Prime Minister of Kosovo Albin Kurti (L) welcomes German Foreign Minister Heiko Maas (R) ahead of their meeting in Pristina, Kosovo, 22 April 2021. [EPA-EFE/VALDRIN XHEMAJ]

German Foreign Minister Heiko Maas has rejected a redrawing of borders in the Western Balkans along ethnic lines and the idea has been “put back into a drawer”.

Speaking during a joint press conference with Kosovan President Vjosa Osmani, Maas reiterated that Germany opposes redrawing borders in the Balkans, which according to him “belongs to the past”, is dangerous and unrealistic.
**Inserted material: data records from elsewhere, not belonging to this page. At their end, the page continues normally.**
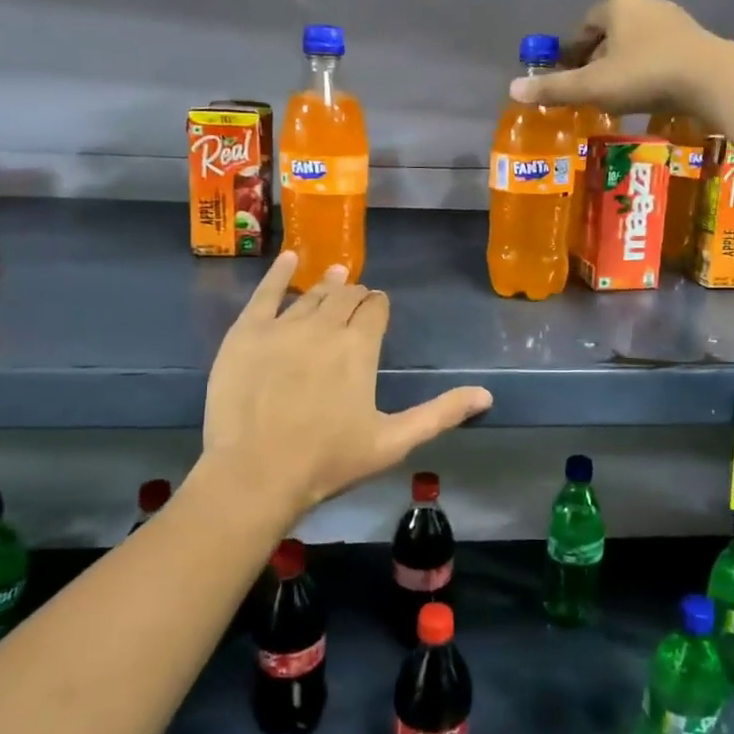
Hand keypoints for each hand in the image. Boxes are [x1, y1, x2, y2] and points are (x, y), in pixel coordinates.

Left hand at [202, 253, 492, 521]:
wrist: (254, 474)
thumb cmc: (328, 461)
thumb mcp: (393, 442)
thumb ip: (440, 413)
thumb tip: (487, 394)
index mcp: (359, 347)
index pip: (375, 309)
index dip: (379, 306)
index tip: (379, 309)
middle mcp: (324, 327)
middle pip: (345, 297)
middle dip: (355, 294)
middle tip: (357, 297)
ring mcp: (282, 327)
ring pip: (310, 295)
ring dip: (326, 284)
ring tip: (335, 274)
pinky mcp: (246, 333)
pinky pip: (265, 293)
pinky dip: (279, 273)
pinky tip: (289, 259)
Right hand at [509, 0, 724, 114]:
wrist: (713, 80)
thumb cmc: (645, 76)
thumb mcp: (593, 86)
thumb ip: (555, 88)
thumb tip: (513, 89)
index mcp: (618, 5)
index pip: (584, 24)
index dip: (571, 50)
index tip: (566, 75)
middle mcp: (647, 4)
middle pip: (611, 32)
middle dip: (597, 59)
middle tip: (588, 89)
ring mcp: (676, 21)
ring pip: (637, 44)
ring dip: (623, 66)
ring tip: (616, 96)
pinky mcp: (696, 42)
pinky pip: (660, 55)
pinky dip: (648, 72)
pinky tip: (648, 95)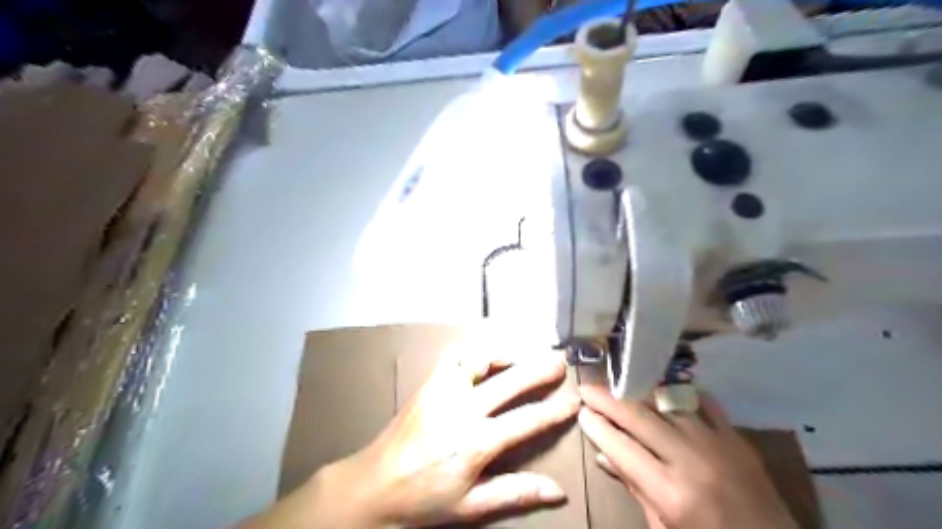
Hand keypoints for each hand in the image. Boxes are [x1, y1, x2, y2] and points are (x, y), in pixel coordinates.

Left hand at [321, 344, 578, 526]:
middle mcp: (462, 409)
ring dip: (505, 354)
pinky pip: (454, 357)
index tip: (574, 400)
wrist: (373, 484)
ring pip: (479, 360)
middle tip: (559, 361)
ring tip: (524, 354)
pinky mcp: (428, 383)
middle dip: (538, 370)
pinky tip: (485, 357)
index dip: (554, 410)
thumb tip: (557, 491)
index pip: (525, 421)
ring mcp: (443, 391)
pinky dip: (474, 353)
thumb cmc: (424, 498)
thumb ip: (514, 493)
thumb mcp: (471, 506)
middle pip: (509, 383)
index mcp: (475, 442)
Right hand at [578, 385, 796, 527]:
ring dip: (638, 392)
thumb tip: (604, 456)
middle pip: (639, 417)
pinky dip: (679, 393)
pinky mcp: (738, 438)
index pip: (621, 447)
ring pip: (667, 404)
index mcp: (671, 493)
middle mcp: (691, 460)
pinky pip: (704, 403)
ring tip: (617, 385)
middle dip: (608, 400)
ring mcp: (717, 444)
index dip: (597, 427)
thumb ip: (635, 488)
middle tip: (587, 388)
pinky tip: (663, 388)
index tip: (581, 412)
A document proposing controversial border changes across the Western Balkans caused a political storm in the region and in Brussels last week by suggesting that the creation of a Greater Serbia, a Greater Albania and a Greater Croatia could help resolve national tensions holding up EU integration in the region.
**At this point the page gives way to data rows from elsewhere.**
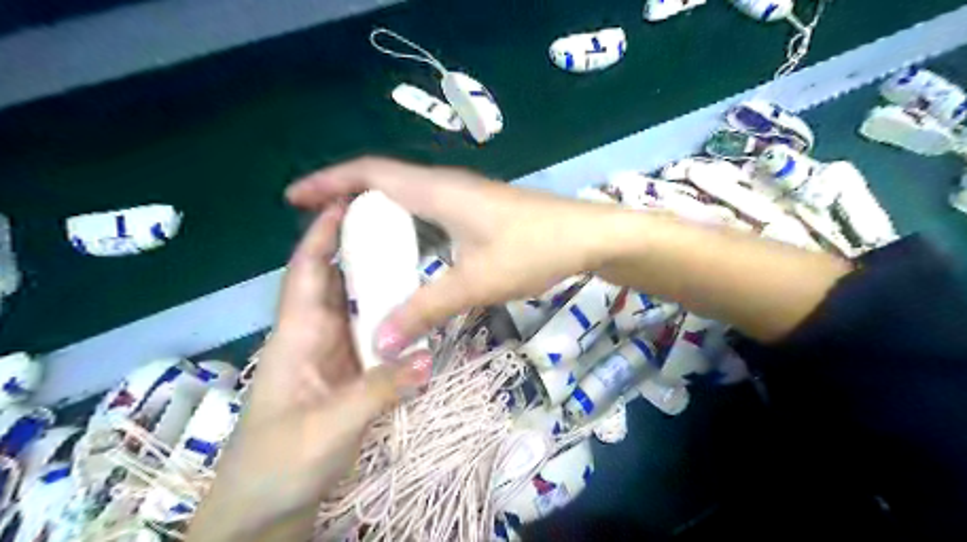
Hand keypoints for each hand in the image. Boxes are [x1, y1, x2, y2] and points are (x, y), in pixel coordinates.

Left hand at [186, 203, 426, 541]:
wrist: (265, 508)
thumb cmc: (280, 462)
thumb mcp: (330, 426)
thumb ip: (379, 389)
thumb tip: (429, 357)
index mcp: (297, 336)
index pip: (306, 273)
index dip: (321, 236)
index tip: (345, 201)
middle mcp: (314, 337)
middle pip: (335, 282)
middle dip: (357, 249)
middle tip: (396, 223)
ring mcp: (333, 356)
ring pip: (356, 309)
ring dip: (378, 283)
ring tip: (412, 258)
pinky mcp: (348, 375)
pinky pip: (371, 336)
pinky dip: (390, 320)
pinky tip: (414, 313)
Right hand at [287, 156, 618, 360]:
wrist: (587, 236)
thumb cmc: (533, 249)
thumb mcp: (476, 282)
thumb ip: (426, 310)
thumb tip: (381, 342)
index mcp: (436, 191)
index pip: (369, 173)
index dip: (328, 181)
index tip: (295, 198)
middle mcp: (444, 186)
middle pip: (383, 182)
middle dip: (346, 199)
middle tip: (319, 231)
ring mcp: (463, 198)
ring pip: (406, 198)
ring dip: (376, 214)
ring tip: (351, 244)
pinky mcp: (476, 212)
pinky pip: (427, 212)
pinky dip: (404, 227)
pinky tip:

Asked by EURACTIV, European Council President’s Charles Michel’s office could not deny receiving the paper or provide any further comment.

“I want to emphasise that we consider unrealistic and very dangerous any ideas of drawing lines on maps,” Maas said.

The German foreign minister also said recognition of Kosovo by Serbia will be one of the elements of the EU-sponsored dialogue and told the parties that compromises are needed to reach a solution. Read more.

“Of course, recognition of Kosovo will be one of the elements of the solution. It is normal to have compromises in the dialogue on normalisation,” Maas said during his official visit to Pristina on Thursday.

“I don’t want to draw red lines. I know that because of the historical circumstances it will be difficult, and I don’t want to make the process more difficult, but in the end, solutions must be found for all issues,” the German minister said.

In turn, Kosovo President Osmani said that the dialogue between Kosovo and Serbia needs a “reset” and Priština will not “enter adventures on changing borders.”

EURACTIV understands that the issue of the non-paper is not on the agenda of the EU’s foreign affairs ministers’ meeting with their Western Balkan counterparts in May, but could be raised by participants as “any other business”.